Friday, December 15, 2006

"Ba Humbug:("

Good morning/afternoon...LOL. I just woke up and I'm so tired! Went to bed Crazy-late. Anywho, don't have much of a plan for today. Procrastinating big time with decorating our place for Christmas. Had alot of plans written on my list as far as decorating because I'm having family over for Christmas Eve but 10 days before Christmas and all I have done are the lights on the tree. Lights which happened to blow on the front, lower half of the tree. Hating the fact that I might have to go out and buy new lights and have the hubby restring it all over again...I think I just might just turn the tree around and face the unlit lower half of the tree towards the wall...LOL no one would notice it right? Ok, low budget but whatever. I plan to decorate my house in the Nordic tradition (love Swedish design...hence my obsession with IKEA...oh, and fun fact about me, I worked there for 4 years. Knew the store front and back even before I worked there. Even knew the prices of everything and the exact location of everything because, for years, I had treated the catalogs as my Bible...ok, i'm a geek but that's ok. LOL) Anyway, I'm planning to decorate with red and white, with homemade ornaments and such but haven't felt the urge to paint more than 4 of the wooden angels I bought at Michael's. Yes, serious holiday slump here. I think alot of it has to do with my health lately...oh and did I tell you the hubby has to go to work on Christmas Eve!!! When I'm having family over for Christmas for the first time since I've been married!! Of all days! But...I digress...That's another issue all together.

Around late Februaury I discovered a lump above my belly button. Was worried but didn't take it too seriously until it became real noticeable to me by touch and got a tiny bit sore. I finally went to the doctors and found out it was a hernia. Apparently it developed right after I started lifting weights at the gym and taking Yoga (which I love and miss....was great for my back and I became flexible again). The doctor believed that during preganany, my stomach muscle stretched out (obviously) so after I had my son, I had a weak spot in the stomach muscle wall and I probably strained while lifting weights causing a small part of my intestine to poke through the weak spot. Annoying to say the least. I had to stop going to the gym all together. Just when I was starting to notice a difference and feel like my young self again. Not to mention it was my hubby and I's unofficial date night. He was my personal trainer and all. Yes, my hubby's fit and all....LOL sexy man. Anywho, I didn't get a second opinion til August where I was told it definatley was a hernia and that I should get it fixed although it wasn't dire. Long story short, if I plan to get pregnant any time soon, I should get it fixed before I do so. So, I decided to get it fixed. My surgery is set for January the 2nd. Yes, right after New years..ughhh:( It's the first surgery set for the morning. I'm a bit worried about the surgery since I haven't been "under" since the 7th grade when I had surgery for a broken hip...worried about making it through alright.

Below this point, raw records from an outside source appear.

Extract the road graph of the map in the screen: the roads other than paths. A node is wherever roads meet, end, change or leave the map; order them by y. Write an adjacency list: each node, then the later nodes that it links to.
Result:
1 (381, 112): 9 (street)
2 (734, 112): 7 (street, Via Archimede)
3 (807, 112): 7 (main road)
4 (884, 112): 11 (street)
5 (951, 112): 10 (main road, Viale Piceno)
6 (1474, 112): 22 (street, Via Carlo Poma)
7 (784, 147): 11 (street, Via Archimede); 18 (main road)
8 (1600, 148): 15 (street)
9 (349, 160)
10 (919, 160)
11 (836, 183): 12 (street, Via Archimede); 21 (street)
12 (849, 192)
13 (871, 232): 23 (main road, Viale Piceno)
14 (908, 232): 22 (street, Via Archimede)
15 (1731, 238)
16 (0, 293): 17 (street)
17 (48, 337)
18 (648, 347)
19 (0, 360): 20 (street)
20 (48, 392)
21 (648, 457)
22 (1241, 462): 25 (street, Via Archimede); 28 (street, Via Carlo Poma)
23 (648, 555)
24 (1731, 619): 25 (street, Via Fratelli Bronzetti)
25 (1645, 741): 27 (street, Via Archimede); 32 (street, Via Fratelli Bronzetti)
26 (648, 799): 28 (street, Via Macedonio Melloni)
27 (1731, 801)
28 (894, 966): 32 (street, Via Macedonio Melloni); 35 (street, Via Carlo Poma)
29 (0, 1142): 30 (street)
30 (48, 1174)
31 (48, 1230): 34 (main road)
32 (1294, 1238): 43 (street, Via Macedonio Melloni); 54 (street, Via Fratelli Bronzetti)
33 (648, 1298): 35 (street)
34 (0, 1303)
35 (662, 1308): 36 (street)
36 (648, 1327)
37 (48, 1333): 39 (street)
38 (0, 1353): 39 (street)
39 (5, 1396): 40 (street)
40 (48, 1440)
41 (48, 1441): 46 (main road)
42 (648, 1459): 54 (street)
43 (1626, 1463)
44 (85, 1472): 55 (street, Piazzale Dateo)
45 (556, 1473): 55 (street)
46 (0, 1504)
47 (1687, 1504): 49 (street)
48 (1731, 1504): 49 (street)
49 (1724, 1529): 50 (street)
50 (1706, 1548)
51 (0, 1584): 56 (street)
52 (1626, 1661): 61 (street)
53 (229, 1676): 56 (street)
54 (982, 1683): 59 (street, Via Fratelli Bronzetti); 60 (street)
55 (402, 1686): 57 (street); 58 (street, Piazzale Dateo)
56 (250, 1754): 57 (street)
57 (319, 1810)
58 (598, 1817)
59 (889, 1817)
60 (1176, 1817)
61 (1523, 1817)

Then....I just had my "woman" check-up...you woman out there know what that means...and told her that my hubby and I are concerned about not getting pregnant after the 1 year of trying so she ordered some tests and wants my hubby to come in for tests too. Never thought that it'd be this much of an issue with me now. Granted, we tried to get pregnant before for 6 months and when we gave up trying, we found out we were pregnant with Bobby but not this time. It's been a year now and still nothing. I'm giving the pregancy test companies out there alot of my business with buying tests every time I feel a "tingle" or my body's acting a bit weird. I don't know if I find out something's really wrong with me, if I'd try to whole invitro thing. I really want Bobby to have at least 1 sibling but invitro is soooo expensive and my hubby's the only one working and stuff...It was so cute when, before I got pregnant wth my son, my sister Cynthia told me she'd be a surrogate for me if I couldn't bear children...soooo sweet of her because she was serious about it but I don't know if she'd ever do it now. Her situation is different...not that I would really ask or expect it at all. It's a little sad for me because I really do want more children and I see how much Bobby loves to interact with children and all. And I absolutley love children...missing my teaching days as a daycare teacher as I speak. Sad when everyone around me is getting pregnant and I'm not. Even people who weren't planning to have anymore children are getting pregnant. PASS THE MOJO, I've been telling them. Strange but I feel really happy for them but at the same time, upset because it's not me sharing the happy news. Anywho, what I'm ultimately saying is that with all my doctor's appointments lately, Christmas is sadly taking a back seat...ok, not a back seat so much but a passenger seat..LOL. Anywho, let me go. Need to start the day. Just received a package from 2Peas...so excited. Haven't opened it yet but I'm guessing it's my MM paper...I'm obsessed with tiny polka dotted paper lately and I'm lovin the Vintage Hip line witht the green polka dots!!! Anyway, I wanted to talk a bit about a little "potential" addition to my little family but I'll save that for tomorrow. .. and no, it's not a baby...but take a guess...:) Later Gaters!